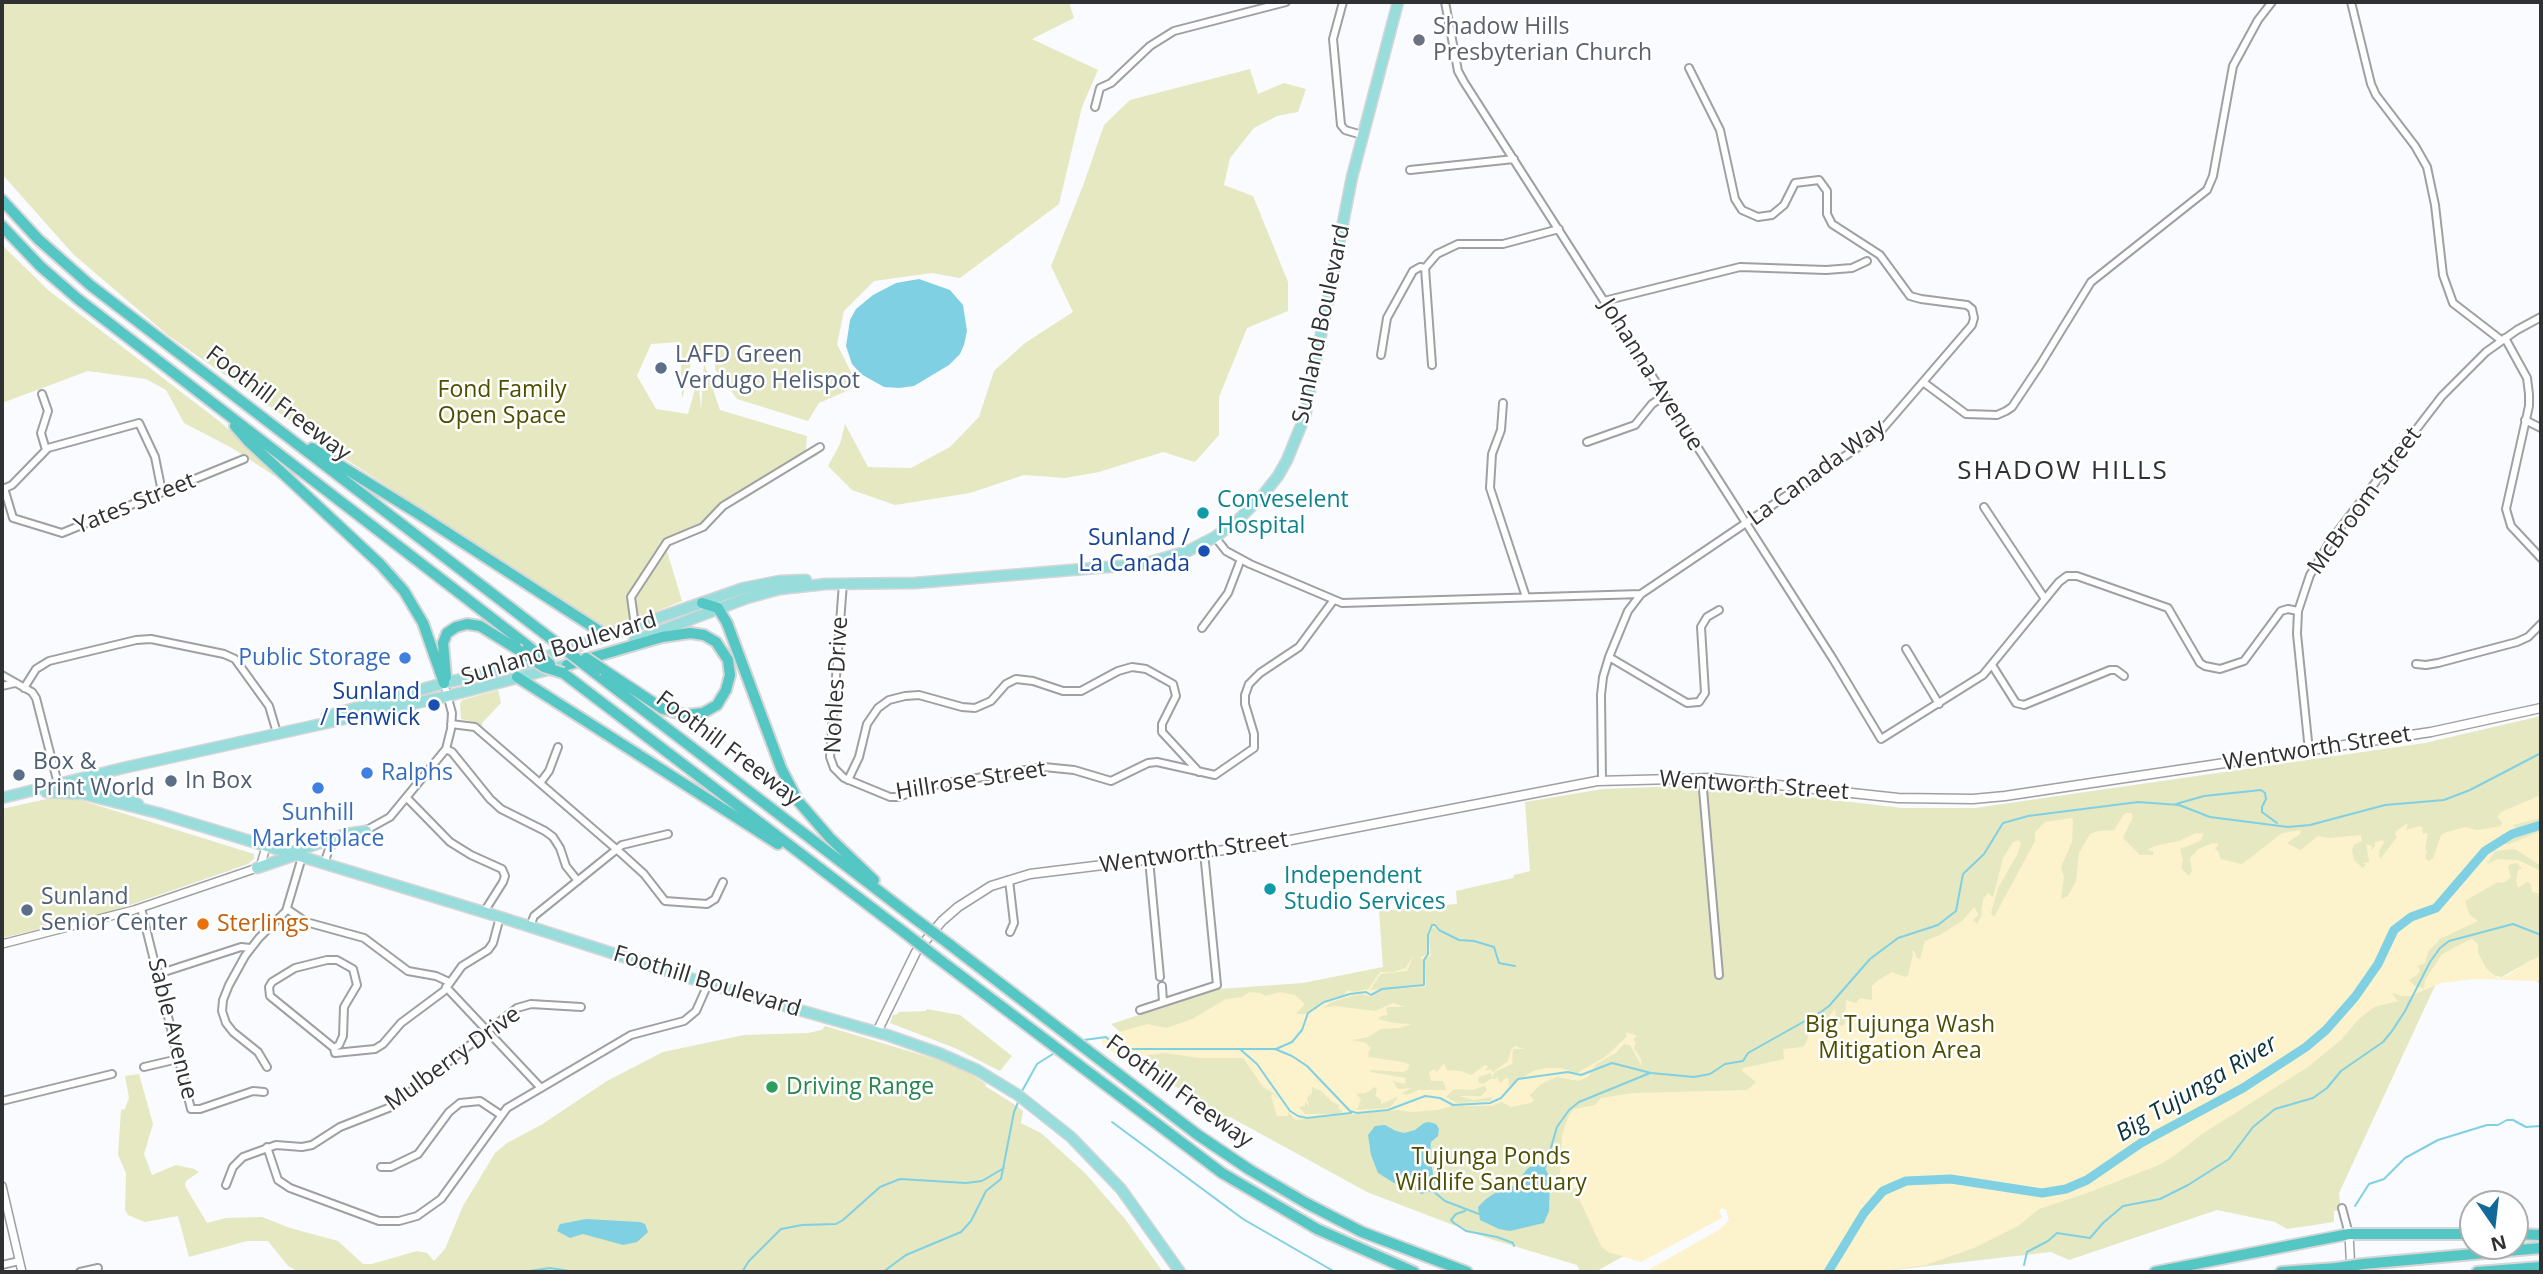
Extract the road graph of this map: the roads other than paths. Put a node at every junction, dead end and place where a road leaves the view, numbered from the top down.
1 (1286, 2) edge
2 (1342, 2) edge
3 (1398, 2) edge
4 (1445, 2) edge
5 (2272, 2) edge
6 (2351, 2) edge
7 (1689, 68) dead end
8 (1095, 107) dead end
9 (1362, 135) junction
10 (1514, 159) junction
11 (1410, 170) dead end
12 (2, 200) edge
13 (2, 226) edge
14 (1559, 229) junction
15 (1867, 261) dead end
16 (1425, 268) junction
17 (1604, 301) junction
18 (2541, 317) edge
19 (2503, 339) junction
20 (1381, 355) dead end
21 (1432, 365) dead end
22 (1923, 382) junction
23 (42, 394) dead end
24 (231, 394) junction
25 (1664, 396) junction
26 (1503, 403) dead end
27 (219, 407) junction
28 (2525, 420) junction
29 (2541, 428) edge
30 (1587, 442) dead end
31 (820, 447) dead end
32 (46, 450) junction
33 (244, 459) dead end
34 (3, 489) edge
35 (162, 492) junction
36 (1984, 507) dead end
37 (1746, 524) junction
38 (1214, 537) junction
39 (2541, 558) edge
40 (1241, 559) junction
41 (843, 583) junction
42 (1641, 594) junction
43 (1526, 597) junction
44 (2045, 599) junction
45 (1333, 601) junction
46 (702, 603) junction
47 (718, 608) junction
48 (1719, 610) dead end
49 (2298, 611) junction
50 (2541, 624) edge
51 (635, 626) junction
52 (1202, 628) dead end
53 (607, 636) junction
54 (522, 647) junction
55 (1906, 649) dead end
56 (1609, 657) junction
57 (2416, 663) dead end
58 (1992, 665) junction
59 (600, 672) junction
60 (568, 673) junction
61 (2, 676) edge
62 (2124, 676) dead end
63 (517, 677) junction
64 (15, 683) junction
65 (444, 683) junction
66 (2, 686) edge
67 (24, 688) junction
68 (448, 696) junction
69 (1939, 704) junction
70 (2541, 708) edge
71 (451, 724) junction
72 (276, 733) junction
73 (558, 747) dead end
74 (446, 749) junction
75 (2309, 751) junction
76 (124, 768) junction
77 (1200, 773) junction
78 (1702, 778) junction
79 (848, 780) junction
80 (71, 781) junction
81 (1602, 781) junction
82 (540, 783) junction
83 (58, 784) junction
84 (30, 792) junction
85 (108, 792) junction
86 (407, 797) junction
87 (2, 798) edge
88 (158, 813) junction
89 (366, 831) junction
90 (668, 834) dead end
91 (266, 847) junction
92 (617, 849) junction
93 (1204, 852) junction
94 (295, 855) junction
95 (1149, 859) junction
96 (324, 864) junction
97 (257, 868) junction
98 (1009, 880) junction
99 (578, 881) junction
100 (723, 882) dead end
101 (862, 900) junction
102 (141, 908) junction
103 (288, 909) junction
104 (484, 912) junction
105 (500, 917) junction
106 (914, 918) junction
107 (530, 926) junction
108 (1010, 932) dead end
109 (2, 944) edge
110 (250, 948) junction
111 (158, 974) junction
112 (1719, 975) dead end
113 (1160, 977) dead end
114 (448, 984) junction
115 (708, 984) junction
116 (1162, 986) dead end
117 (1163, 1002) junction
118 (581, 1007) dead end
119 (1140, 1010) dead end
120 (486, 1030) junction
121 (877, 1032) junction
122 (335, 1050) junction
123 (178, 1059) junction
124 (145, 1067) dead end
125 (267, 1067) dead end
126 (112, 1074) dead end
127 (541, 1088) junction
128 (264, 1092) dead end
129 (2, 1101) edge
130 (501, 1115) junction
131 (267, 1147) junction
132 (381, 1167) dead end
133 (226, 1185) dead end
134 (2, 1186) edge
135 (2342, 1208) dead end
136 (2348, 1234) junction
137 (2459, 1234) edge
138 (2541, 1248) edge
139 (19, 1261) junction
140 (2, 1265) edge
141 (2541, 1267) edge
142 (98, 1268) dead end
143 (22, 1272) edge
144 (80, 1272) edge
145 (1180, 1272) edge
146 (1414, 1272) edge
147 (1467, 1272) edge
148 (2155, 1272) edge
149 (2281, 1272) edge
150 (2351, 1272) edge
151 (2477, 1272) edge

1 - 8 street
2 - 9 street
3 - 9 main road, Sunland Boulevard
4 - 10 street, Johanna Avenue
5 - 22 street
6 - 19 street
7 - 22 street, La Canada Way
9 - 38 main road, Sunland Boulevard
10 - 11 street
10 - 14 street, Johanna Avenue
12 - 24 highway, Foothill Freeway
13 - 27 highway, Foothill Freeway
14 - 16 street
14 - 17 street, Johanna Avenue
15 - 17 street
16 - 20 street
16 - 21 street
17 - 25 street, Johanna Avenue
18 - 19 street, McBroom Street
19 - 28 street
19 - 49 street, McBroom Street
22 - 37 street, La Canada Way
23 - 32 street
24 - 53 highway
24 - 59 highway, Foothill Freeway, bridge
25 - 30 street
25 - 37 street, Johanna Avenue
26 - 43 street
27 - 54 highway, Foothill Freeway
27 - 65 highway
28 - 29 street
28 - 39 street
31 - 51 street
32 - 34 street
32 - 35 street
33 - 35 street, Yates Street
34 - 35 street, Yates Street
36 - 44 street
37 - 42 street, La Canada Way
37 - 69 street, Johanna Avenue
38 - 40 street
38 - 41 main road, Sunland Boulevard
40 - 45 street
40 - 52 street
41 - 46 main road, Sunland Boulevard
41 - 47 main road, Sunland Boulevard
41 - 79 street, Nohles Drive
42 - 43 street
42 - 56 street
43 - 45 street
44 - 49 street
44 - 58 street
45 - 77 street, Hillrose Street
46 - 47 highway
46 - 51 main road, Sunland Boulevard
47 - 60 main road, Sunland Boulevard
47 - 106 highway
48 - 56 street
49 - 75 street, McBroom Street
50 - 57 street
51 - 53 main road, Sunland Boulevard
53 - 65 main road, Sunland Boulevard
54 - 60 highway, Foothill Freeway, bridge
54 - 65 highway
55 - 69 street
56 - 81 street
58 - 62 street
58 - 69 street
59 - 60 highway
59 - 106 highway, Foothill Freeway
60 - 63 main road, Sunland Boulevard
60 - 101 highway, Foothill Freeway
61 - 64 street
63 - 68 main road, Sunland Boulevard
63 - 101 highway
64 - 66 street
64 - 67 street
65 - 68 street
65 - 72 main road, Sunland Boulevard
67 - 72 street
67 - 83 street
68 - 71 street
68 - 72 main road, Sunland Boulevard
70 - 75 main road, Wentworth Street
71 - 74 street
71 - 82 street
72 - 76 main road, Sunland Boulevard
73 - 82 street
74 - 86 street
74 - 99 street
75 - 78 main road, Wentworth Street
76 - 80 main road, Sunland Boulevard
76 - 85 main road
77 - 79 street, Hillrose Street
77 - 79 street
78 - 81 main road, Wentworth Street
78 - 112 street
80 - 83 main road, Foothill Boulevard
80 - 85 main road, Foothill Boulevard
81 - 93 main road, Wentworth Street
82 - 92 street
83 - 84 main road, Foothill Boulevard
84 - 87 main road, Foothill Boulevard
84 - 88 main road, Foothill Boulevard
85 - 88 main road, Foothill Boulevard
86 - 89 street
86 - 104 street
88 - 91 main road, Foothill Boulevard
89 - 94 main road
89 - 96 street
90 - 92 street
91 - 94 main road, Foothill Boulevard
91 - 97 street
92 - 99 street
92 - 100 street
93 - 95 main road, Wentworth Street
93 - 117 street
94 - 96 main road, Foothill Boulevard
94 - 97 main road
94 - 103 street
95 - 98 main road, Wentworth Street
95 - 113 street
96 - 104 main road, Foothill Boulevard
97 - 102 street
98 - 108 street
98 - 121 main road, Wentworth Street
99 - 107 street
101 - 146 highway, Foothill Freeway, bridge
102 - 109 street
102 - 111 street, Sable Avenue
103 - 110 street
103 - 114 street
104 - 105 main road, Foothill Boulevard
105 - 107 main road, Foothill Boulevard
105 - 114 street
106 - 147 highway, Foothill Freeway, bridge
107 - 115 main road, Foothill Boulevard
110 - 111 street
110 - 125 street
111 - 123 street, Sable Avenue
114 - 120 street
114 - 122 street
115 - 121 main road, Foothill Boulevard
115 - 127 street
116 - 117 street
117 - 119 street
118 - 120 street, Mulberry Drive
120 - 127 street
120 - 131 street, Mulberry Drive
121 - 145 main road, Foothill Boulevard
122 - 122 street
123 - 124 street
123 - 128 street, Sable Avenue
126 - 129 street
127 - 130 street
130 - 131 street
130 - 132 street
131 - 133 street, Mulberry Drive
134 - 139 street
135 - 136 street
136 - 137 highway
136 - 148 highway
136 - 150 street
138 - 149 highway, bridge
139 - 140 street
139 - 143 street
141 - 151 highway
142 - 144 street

○ ○ ○ ○

Problem to work on:
Bring together every line in the entries that holds the string "Hillrose".

Written solution:
45 - 77 street, Hillrose Street
77 - 79 street, Hillrose Street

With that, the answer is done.